Carla Grauls wrote the play Occupied in 2012 after a journalist internship in Romania. At that time, Bulgaria and Romania were entering the European Union and nationalist fears were flaring up in Britain.
The tabloids became her inspiration as absurd news stories surfaced of Romanian’s occupying the vacant spaces. A home left by a British family on holiday, an empty garden shed and a public toilet became prime property for the invasion. Britain was at risk of being ‘used by someone else’. The fear was validated in these news stories but with an absurd twist; as one family returned from holiday, the new occupants offered them tea; or the man in the shed offered a coca cola to his landlady on his discovery. These human interactions sparked Carla’s curiosity into what occupation actually meant between the two cultures.
The play is about two Romanian’s who kidnap an Englishman to learn how to be ‘English‘, whilst living in a dilapidated public toilet. British values are confronted by Alex, the Romanian character. He wants to live the British dream.
He relishes the coverage of Romania on the front page in the daily tabloids (despite the news being negative). Alex’s joy of being noticed, part of the national conversation and his congenial manners towards his hostage contradict the Englishman’s idea of what is proper.
But what is the right way to occupy?
Is there any right way to occupy?
When you invite a guest over, there is a general consensus is that you receive them with the hospitality in accordance to how long you want them to stay – a value system.
When inviting immigrants, a host country considers what is the exchange. Is it cheap labour? Is it access to factories in their home country? Will these exchanges provide limited rights of citizenship, thus protecting home citizens and their culture? Perhaps all the above.
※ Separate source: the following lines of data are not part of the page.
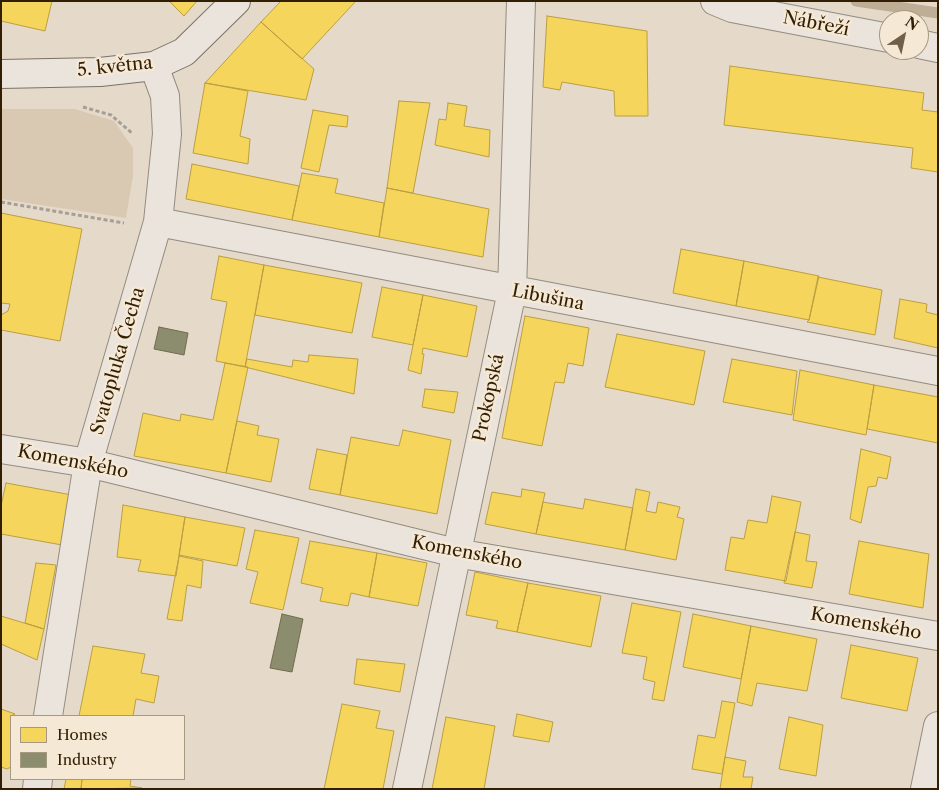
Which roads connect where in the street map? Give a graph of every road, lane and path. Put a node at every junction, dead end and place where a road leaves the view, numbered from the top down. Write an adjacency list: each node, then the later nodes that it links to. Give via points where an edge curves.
1 (236, 1): 5 (street, 5. května, via 184,52)
2 (521, 1): 11 (street, Prokopská)
3 (715, 1): 4 (street, Nábřeží, via 732,8)
4 (879, 36)
5 (154, 66): 6 (street, 5. května, via 100,72); 8 (street, Svatopluka Čecha, via 165,96)
6 (1, 74)
7 (74, 106): 8 (path, via 111,115 137,138)
8 (167, 134): 10 (street, Svatopluka Čecha)
9 (1, 202): 10 (path, via 130,224)
10 (158, 222): 11 (street, Libušina); 14 (street, Svatopluka Čecha)
11 (512, 291): 12 (street, Libušina); 15 (street, Prokopská)
12 (938, 371)
13 (1, 449): 14 (street, Komenského)
14 (88, 463): 15 (street, Komenského); 17 (street, Svatopluka Čecha)
15 (456, 553): 16 (street, Komenského); 19 (street, Prokopská)
16 (938, 636)
17 (48, 715)
18 (938, 726): 20 (street)
19 (407, 789)
20 (925, 789)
The transaction is based on what each country wants. To maintain a position of power, the occupied country fabricates the ever-present threat of invasion and risk cultural dilution.
Someone who doesn’t know our culture.
Someone who doesn’t abide by our laws.
Occupying spaces come up against two sets of obvious conflict, one is territory/ownership the other is questioning the relevance of culture and heritage. Neither conflict is easy to resolve.
Entering into a highly populated city like London, not only shows that a disused Victorian toilet is still the host’s territory, but that their makeshift shelter is liable to eviction from others whilst remaining a neglected site. A claim of ownership over something unwanted.
The Romanian characters also exist in a mental state that is incomprehensible to the publicly perceived civility of the host. The violence in Ceausescu’s Romania translates to the violence living on the London streets, which transfers to the violence they bestow on their kidnapped victim. Their reasoning is based on prolonged violent treatment, and their solution for change comes in the same form. Their trauma becomes a form of their resolution to survive in hostile territory.
But when has a revolution ever been easy?
Britain has avoided the trauma caused by the revolution, unlike many of its European counterparts, namely because they negotiate a compromise.
However, can compromise always repair faults in the status quo? Any suffering caused by government policy can be repackaged as the responsibility of the invaders, outsourcing blame. When all the rights of immigrants are gone, along with those seeking opportunities, Britain will be left for the British.
Who will be to blame if these long-term social issues remain unresolved? Will culture revert to a ‘stiff upper lip’: the concept to accept hardship without question as a duty for your country?
Is suffering for good citizenry more palatable than suffering because people have the same needs as you?
In delegitimizing the voice of “invading hordes”, uncomfortable introspection was neatly avoided.
Perhaps it would have been wiser to engage directly in the difficult task of untangling territory and cultural issues that came into question. In retrospect, the EU immigrant issues were minimal to their collective contribution.
In these times of fast law revisions on this island, I feel perhaps putting one’s culture and nationality aside and engaging with people as people may have been better, than succumbing to the fear ‘of being used by someone else.’